Giurisprudenza di legittimità - Veicoli - Tassa di circolazione - Pagamento - Art. 5, comma 32, D.L. n. 953/82 - Disciplina - Collegamento della cessazione dell’obbligo del tributo con la cancellazione del veicolo dai registri del PRA - Portata - Limiti.

Cass.Civ., Sezione V, 28 aprile 2006, n. 10111

 

L’art. 5, comma trentaduesimo, del D.L. 30 di­cembre 1982, n. 953, convertito, con modificazioni, dalla legge 28 febbraio 1983, n. 53, che ha trasformato la tassa di circolazione in tassa di possesso, disponendo che al pagamento della tassa sono tenuti coloro che alla scadenza del termine utile per il pagamento stabilito risultino essere proprietari dal pubblico registro automobilistico, per i veicoli in essi iscritti, e che l’obbligo di corrispondere il tributo cessa con la cancellazione dei veicoli dai predetti registri, non condiziona l’esistenza dell’ obbligazione tributaria al dato formale dell’iscrizione, con la conseguenza che essa cesserebbe, in caso di perdita del possesso, soltanto a seguito della cancellazione per annotazione sul pubblico registro automobilistico della perdita della disponibilità del veicolo, ma pone soltanto una presunzione relativa di appartenenza del veicolo a colui che secondo detta pubblicità ne risulti titolare, che può essere esclusa dalla prova contraria dell’avvenuta perdita del possesso. (D.L. 30 dicembre 1982, n. 953, art. 5) (1).

SVOLGIMENTO DEL PROCESSO E MOTIVI DELLA DECISIONE. - Il contribuente indicato in epigrafe conveniva dinanzi al Tribunale di Messina il Ministero delle Finanze e R. A. impugnando la cartella di pagamento relativa alla tassa automobilistica dell’anno 1988 concernente un’autovettura da lui venduta a R. A. nel 1984.
L’adìto tribunale rigettava la domanda avanzata nei confronti del Ministero delle Finanze e condannava la convenuta R. a rifondere all’ A. quanto dallo stesso versato al Ministero a titolo di tassa automobilistica.
La Corte di appello di Messina, con la sentenza indicata in epigrafe, confermava la sentenza impugnata da A. G..
Con atto notificato in data 22 marzo 2000 a R. A. ed al Ministero delle Finanze, A. G. ha proposto ricorso per cassazione sostenuto da due motivi con i quali ha dedotto rispettivamente: 1) violazione e falsa applicazione degli artt. 112 e 132 c,p.c, ed omessa, insufficiente e contraddittoria motivazione, con il quale ha rilevato che la Corte territoriale si è limitata a far propria la sentenza di primo grado senza fornire adeguata motivazione in ordine ai motivi di appello; 2) violazione e falsa applicazione dell’art. 5, trentaduesimo comma, D.L. 953/82, convertito in L. 53/83 allegando, al riguardo, che secondo giurisprudenza della Corte costituzionale e della stessa Cassazione l’iscrizione nel PRA, anche ai fini fiscali, costituisce presunzione relativa e non assoluta.
Il Ministero delle Finanze con atto del 25 settembre 1999 ha chiesto di essere informato dell’udienza per la discussione orale,
Nessuno si è costituito per R A..
Osserva il Collegio che risulta manifestamente infondato il primo motivo del ricorso in quanto secondo giurisprudenza di Cassazione la motivazione per relationem della sentenza pronunciata in sede di gravame è legittima purché il giudice di appello, facendo proprie le argomentazioni del primo giudice, esprima sia pur sinteticamente le ragioni della conferma della pronunzia in relazione ai motivi di impugnazione proposti, in modo che il percorso argomentativo desumibile attraverso la parte motiva delle due sentenze risulti appagante e corretto.
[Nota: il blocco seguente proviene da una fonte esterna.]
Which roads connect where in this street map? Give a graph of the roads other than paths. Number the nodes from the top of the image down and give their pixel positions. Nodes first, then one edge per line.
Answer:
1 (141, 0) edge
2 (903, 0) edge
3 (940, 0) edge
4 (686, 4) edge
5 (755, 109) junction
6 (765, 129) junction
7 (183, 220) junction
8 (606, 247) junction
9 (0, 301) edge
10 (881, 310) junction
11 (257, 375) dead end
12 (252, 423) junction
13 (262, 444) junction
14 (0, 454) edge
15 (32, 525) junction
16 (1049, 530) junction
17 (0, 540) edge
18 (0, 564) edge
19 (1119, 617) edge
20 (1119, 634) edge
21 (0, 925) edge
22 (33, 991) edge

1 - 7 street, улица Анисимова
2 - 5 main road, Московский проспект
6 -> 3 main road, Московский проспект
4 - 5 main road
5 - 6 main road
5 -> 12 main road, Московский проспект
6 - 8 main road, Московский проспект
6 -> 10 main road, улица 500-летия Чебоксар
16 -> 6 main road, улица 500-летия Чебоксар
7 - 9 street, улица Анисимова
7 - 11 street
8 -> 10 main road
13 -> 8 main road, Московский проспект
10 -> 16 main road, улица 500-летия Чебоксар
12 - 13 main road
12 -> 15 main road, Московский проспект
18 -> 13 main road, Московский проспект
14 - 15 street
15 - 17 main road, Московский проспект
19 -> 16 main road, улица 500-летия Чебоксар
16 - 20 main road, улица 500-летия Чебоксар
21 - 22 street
Deve viceversa essere cassata la sentenza d’appello quando la laconicità della motivazione adottata, formulata in termini di mera adesione, non consenta in alcun modo di ritenere che all’affermazione di condivisione del giudizio di primo grado il giudice di appello sia pervenuto attraverso l’esame e la valutazione di infondatezza dei motivi di impugnazione (Cass. n. 7182 del 1997 rv. 506399; n. 985 del 2000; rv. 533265, n. 4485 del 2000; rv. 535485, n. 13087 del 2001; rv. 549821, n. 3066 del 2002; rv. 552748, n. 7713 del 2002). Nella specie, il giudice di appello non si è limitato ad un mero rinvio alla motivazione della sentenza di primo grado, ma ha puntualmente argomentato confutando i due motivi di appello proposti dal ricorrente.
Il secondo motivo del ricorso è, invece, manifestamente fondato. La giurisprudenza di questa Suprema Corte è, infatti, consolidata nel ritenere che l’art. 5, comma trentaduesimo, del D.L. 30 dicembre 1982, n. 953, convertito, con modificazioni, dalla legge 28 febbraio 1983, n. 53, che ha trasformato la tassa di circolazione in tassa di possesso, disponendo che al pagamento della tassa sono tenuti coloro che alla scadenza del termine utile per il pagamento stabilito risultino essere proprietari dal pubblico registro automobilistico, per i veicoli in essi iscritti, e che l’obbligo di corrispondere il tributo cessa con la cancellazione dei veicoli dai predetti registri, non condiziona l’esistenza dell’ obbligazione tributaria al dato formale dell’iscrizione, con la conseguenza che essa cesserebbe, in caso di perdita del possesso, soltanto a seguito della cancellazione per annotazione sul pubblico registro automobilistico della perdita della disponibilità del veicolo, ma pone soltanto una presunzione relativa di appartenenza del veicolo a colui che secondo detta pubblicità ne risulti titolare, che può essere esclusa dalla prova contraria dell’ avvenuta perdita del possesso (cfr. per tutte Cass. 8176/97).
Conseguentemente, pronunciandosi sentenza in camera di consiglio ex art. 375, secondo comma, c.p.c., rigettandosi per manifesta infondatezza, il primo motivo di ricorso e in accoglimento, per manifesta infondatezza, del secondo motivo del ricorso, la sentenza di appello va cassata con rinvio, anche per le spese della presente fase di legittimità, ad altra sezione della Corte di appello di Messina. (Omissis). [RIV-0612P1152]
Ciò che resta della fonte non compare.